#### [Exercise brief]
Print every record exactly, but leave out the pictures.

::::::

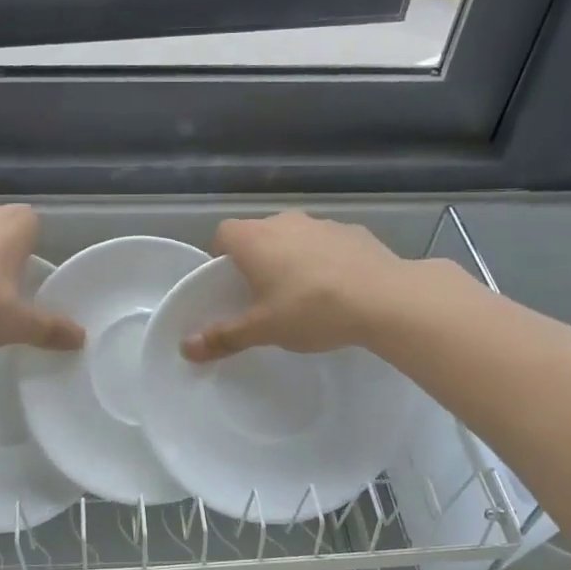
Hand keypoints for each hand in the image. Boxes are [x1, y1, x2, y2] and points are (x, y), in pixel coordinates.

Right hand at [182, 211, 416, 360]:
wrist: (384, 298)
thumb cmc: (310, 310)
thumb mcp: (263, 329)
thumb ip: (224, 336)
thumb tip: (186, 348)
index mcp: (254, 239)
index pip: (223, 234)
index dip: (221, 258)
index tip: (229, 286)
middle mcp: (285, 221)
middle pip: (259, 235)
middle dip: (257, 261)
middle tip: (263, 296)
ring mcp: (322, 223)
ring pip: (295, 238)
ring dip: (293, 258)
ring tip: (304, 295)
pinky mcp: (354, 231)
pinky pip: (327, 244)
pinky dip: (325, 260)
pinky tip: (338, 289)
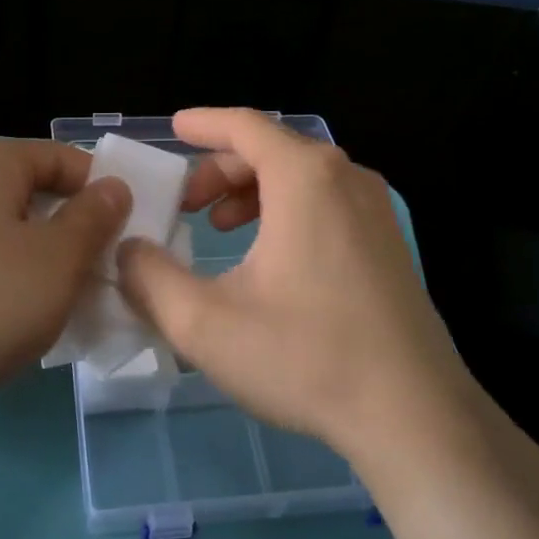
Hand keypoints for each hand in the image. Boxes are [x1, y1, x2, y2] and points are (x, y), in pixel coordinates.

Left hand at [0, 138, 131, 425]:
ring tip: (77, 295)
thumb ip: (95, 216)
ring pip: (14, 231)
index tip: (129, 231)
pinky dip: (18, 278)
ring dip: (51, 258)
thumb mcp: (60, 256)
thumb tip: (113, 188)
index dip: (100, 189)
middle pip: (36, 193)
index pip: (62, 157)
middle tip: (107, 267)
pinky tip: (35, 314)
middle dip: (76, 228)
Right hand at [118, 109, 483, 464]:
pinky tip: (268, 257)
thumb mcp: (203, 322)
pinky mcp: (389, 245)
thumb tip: (127, 252)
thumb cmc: (305, 357)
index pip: (245, 126)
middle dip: (220, 170)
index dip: (203, 124)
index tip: (173, 129)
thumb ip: (149, 278)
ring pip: (301, 177)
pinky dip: (286, 210)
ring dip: (252, 191)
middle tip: (186, 205)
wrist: (412, 414)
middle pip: (272, 150)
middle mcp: (346, 179)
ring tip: (221, 228)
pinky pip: (327, 203)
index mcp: (304, 179)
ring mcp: (377, 211)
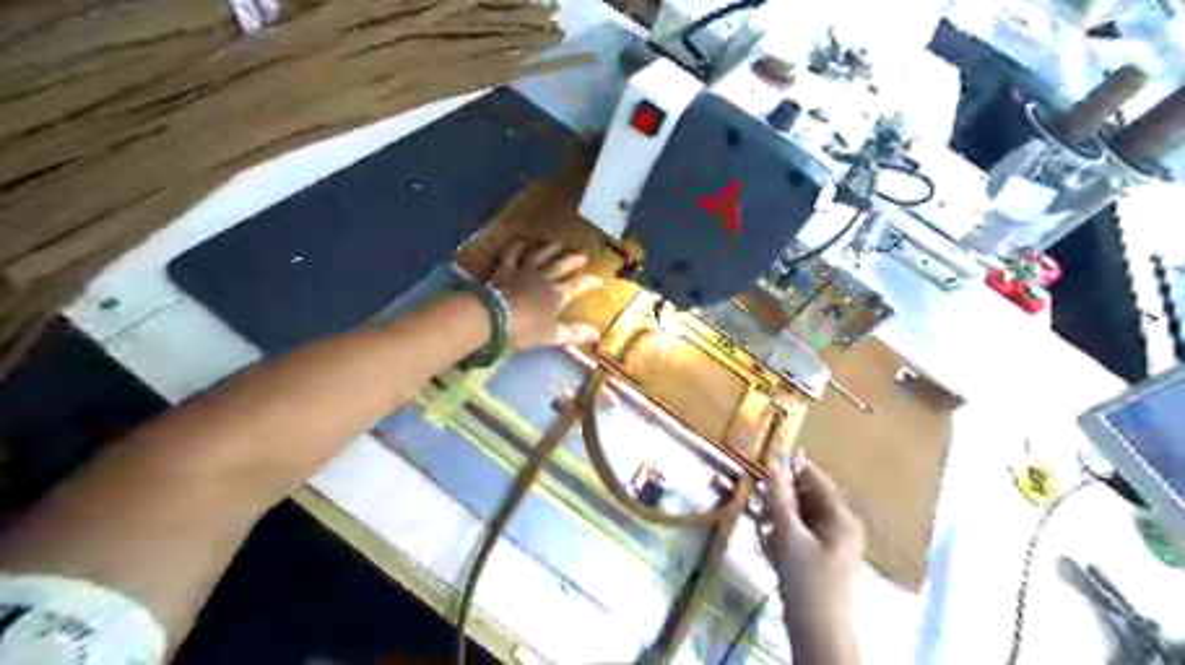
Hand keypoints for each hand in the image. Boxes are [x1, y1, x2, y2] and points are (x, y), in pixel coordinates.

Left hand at [489, 240, 602, 353]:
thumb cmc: (523, 329)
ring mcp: (522, 271)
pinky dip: (517, 247)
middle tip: (583, 253)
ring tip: (559, 243)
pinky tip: (521, 241)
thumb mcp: (552, 335)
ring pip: (539, 256)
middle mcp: (542, 278)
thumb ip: (574, 333)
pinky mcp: (504, 270)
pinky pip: (512, 255)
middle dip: (573, 260)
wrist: (490, 317)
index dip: (589, 282)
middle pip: (561, 265)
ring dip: (550, 249)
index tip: (599, 279)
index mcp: (556, 295)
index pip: (577, 286)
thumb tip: (598, 333)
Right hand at [765, 459, 866, 663]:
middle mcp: (839, 526)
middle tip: (760, 506)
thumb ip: (780, 500)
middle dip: (781, 500)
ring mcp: (830, 544)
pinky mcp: (819, 559)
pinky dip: (782, 537)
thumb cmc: (807, 582)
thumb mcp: (790, 537)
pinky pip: (798, 536)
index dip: (793, 469)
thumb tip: (773, 467)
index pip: (817, 480)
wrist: (818, 634)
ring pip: (799, 517)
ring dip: (778, 519)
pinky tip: (768, 549)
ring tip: (762, 532)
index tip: (767, 463)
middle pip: (806, 498)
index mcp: (841, 518)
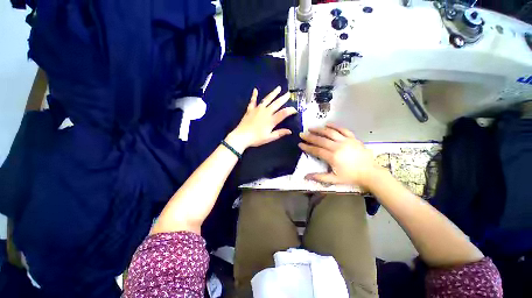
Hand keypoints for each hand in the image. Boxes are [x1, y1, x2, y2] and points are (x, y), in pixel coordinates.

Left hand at [227, 87, 297, 151]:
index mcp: (271, 120)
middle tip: (288, 94)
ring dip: (273, 93)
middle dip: (283, 98)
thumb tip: (290, 131)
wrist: (241, 136)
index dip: (290, 111)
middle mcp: (266, 112)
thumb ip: (280, 133)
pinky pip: (253, 101)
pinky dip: (254, 95)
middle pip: (276, 103)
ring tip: (278, 88)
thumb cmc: (256, 138)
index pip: (283, 113)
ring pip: (267, 99)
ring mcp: (257, 109)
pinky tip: (255, 90)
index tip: (295, 110)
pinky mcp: (250, 109)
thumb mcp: (269, 138)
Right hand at [299, 123, 379, 187]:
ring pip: (330, 132)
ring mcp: (346, 141)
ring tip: (311, 128)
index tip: (300, 144)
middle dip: (310, 137)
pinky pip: (342, 129)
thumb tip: (305, 176)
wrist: (370, 173)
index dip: (307, 147)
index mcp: (333, 157)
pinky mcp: (352, 138)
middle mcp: (338, 147)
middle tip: (302, 134)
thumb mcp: (334, 180)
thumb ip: (319, 177)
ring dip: (319, 129)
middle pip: (321, 140)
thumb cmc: (351, 177)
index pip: (316, 150)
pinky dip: (334, 126)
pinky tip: (327, 124)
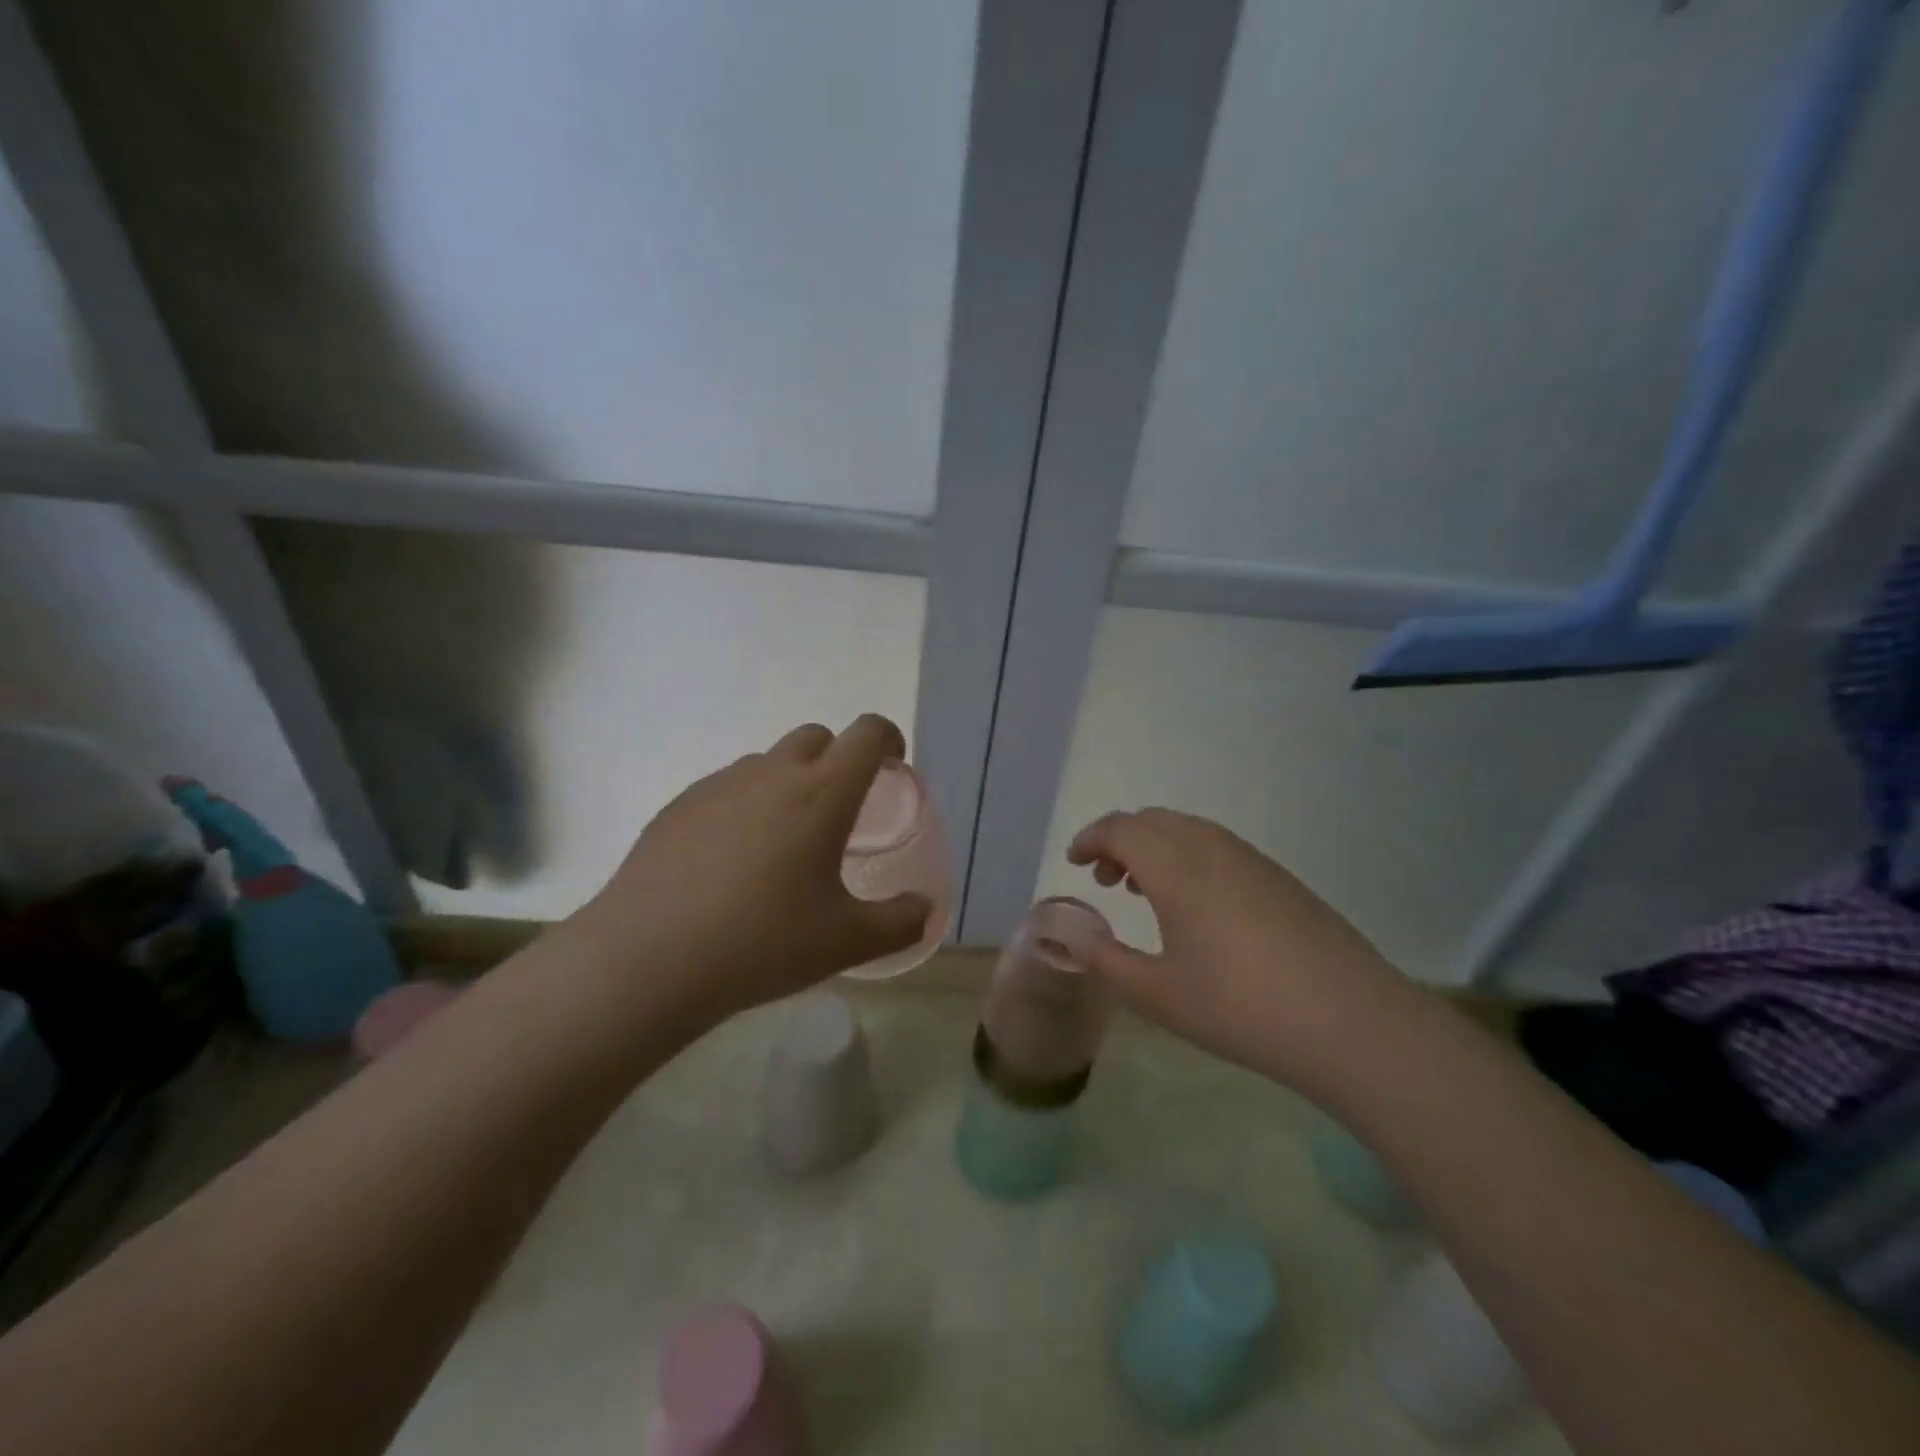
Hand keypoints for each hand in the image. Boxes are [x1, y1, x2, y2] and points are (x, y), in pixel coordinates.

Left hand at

::::::

#### [Output]
Hand keypoints for each hand in the image. Boxes are [x1, y1, x2, y2] and points are (x, y), in pixel coordinates.

Right hand at [182, 211, 416, 360]:
wrist: (384, 298)
thumb cmc: (310, 310)
thumb mcp: (263, 329)
thumb ip: (224, 336)
thumb tip: (186, 348)
index mcp: (254, 239)
index pip: (223, 234)
index dip: (221, 258)
index tip: (229, 286)
middle mcp: (285, 221)
middle pip: (259, 235)
middle dip: (257, 261)
middle tip: (263, 296)
ring mcp: (322, 223)
ring pip: (295, 238)
ring dip: (293, 258)
ring tip: (304, 295)
pinky mcp: (354, 231)
pinky pip: (327, 244)
pinky dip: (325, 260)
pinky tip: (338, 289)
Hand keypoints for each hand in the image. Boxes are [x1, y1, x2, y2] and points are (x, y), in pixel coordinates.

Left hand at [0, 138, 131, 425]:
ring tip: (77, 295)
thumb ip: (95, 216)
ring pip: (14, 231)
index tip: (129, 231)
pinky dip: (18, 278)
ring dip: (51, 258)
thumb mcp: (60, 256)
thumb tip: (113, 188)
index dip: (100, 189)
middle pip: (36, 193)
index pip: (62, 157)
middle tip: (107, 267)
pinky tip: (35, 314)
middle dip: (76, 228)
Right hand at [118, 109, 483, 464]:
pinky tip: (268, 257)
thumb mcp: (203, 322)
pinky mcp: (389, 245)
thumb tip: (127, 252)
thumb cmc: (305, 357)
index pip: (245, 126)
middle dip: (220, 170)
index dip: (203, 124)
index tip: (173, 129)
thumb ip: (149, 278)
ring pip: (301, 177)
pinky dip: (286, 210)
ring dip: (252, 191)
middle tip: (186, 205)
wrist: (412, 414)
middle pip: (272, 150)
middle mcp: (346, 179)
ring tip: (221, 228)
pinky pip: (327, 203)
index mcp: (304, 179)
ring mcp: (377, 211)
Hand keypoints for each hand in the image. Boxes are [x1, y1, x2, y2] and points are (x, y), in pixel coordinates.

Left hand at [489, 240, 602, 353]:
thumb cmc: (523, 329)
ring mcp: (522, 271)
pinky dip: (517, 247)
middle tip: (583, 253)
ring tip: (559, 243)
pinky tip: (521, 241)
thumb mcp: (552, 335)
ring pip: (539, 256)
middle mcp: (542, 278)
thumb ip: (574, 333)
pinky mcp: (504, 270)
pinky pip: (512, 255)
middle dip: (573, 260)
wrist: (490, 317)
index dip: (589, 282)
middle pip: (561, 265)
ring dip: (550, 249)
index tip: (599, 279)
index mcp: (556, 295)
index pip: (577, 286)
thumb tip: (598, 333)
Right hand at [765, 459, 866, 663]:
middle mcp: (839, 526)
middle tip: (760, 506)
thumb ip: (780, 500)
middle dip: (781, 500)
ring mcp: (830, 544)
pinky mcp: (819, 559)
pinky dip: (782, 537)
thumb cmc: (807, 582)
thumb mcp: (790, 537)
pinky pip: (798, 536)
index dip: (793, 469)
thumb tip: (773, 467)
index pip: (817, 480)
wrist: (818, 634)
ring pip: (799, 517)
ring dip: (778, 519)
pinky tip: (768, 549)
ring tip: (762, 532)
index tip: (767, 463)
middle pip: (806, 498)
index mcp: (841, 518)
Hand keypoints for each hand in the image. Boxes are [x1, y1, x2, y2] and points are (x, y), in pixel coordinates.

Left hand at [227, 87, 297, 151]:
index mcp: (271, 120)
middle tip: (288, 94)
ring dip: (273, 93)
middle dip: (283, 98)
thumb tip: (290, 131)
wrist: (241, 136)
index dip: (290, 111)
middle mcp: (266, 112)
thumb ip: (280, 133)
pinky pip: (253, 101)
pinky dip: (254, 95)
middle pip: (276, 103)
ring tip: (278, 88)
thumb cmc: (256, 138)
index pip: (283, 113)
ring pip: (267, 99)
ring mcp: (257, 109)
pinky tip: (255, 90)
index tip: (295, 110)
pinky mcp: (250, 109)
thumb mcp: (269, 138)
Right hand at [299, 123, 379, 187]:
ring pip: (330, 132)
ring mcp: (346, 141)
ring tip: (311, 128)
index tip: (300, 144)
middle dip: (310, 137)
pinky pip: (342, 129)
thumb tip: (305, 176)
wrist: (370, 173)
index dip: (307, 147)
index mcp: (333, 157)
pinky mcp: (352, 138)
middle mcp: (338, 147)
middle tip: (302, 134)
thumb mcp: (334, 180)
thumb ip: (319, 177)
ring dip: (319, 129)
middle pip: (321, 140)
thumb cmc: (351, 177)
index pip: (316, 150)
pinky dip: (334, 126)
pinky tip: (327, 124)
Hand keypoints for each hand in the image. Boxes are [x1, y1, x2, y2] and points are (x, y), in pixel coordinates.

Left hand at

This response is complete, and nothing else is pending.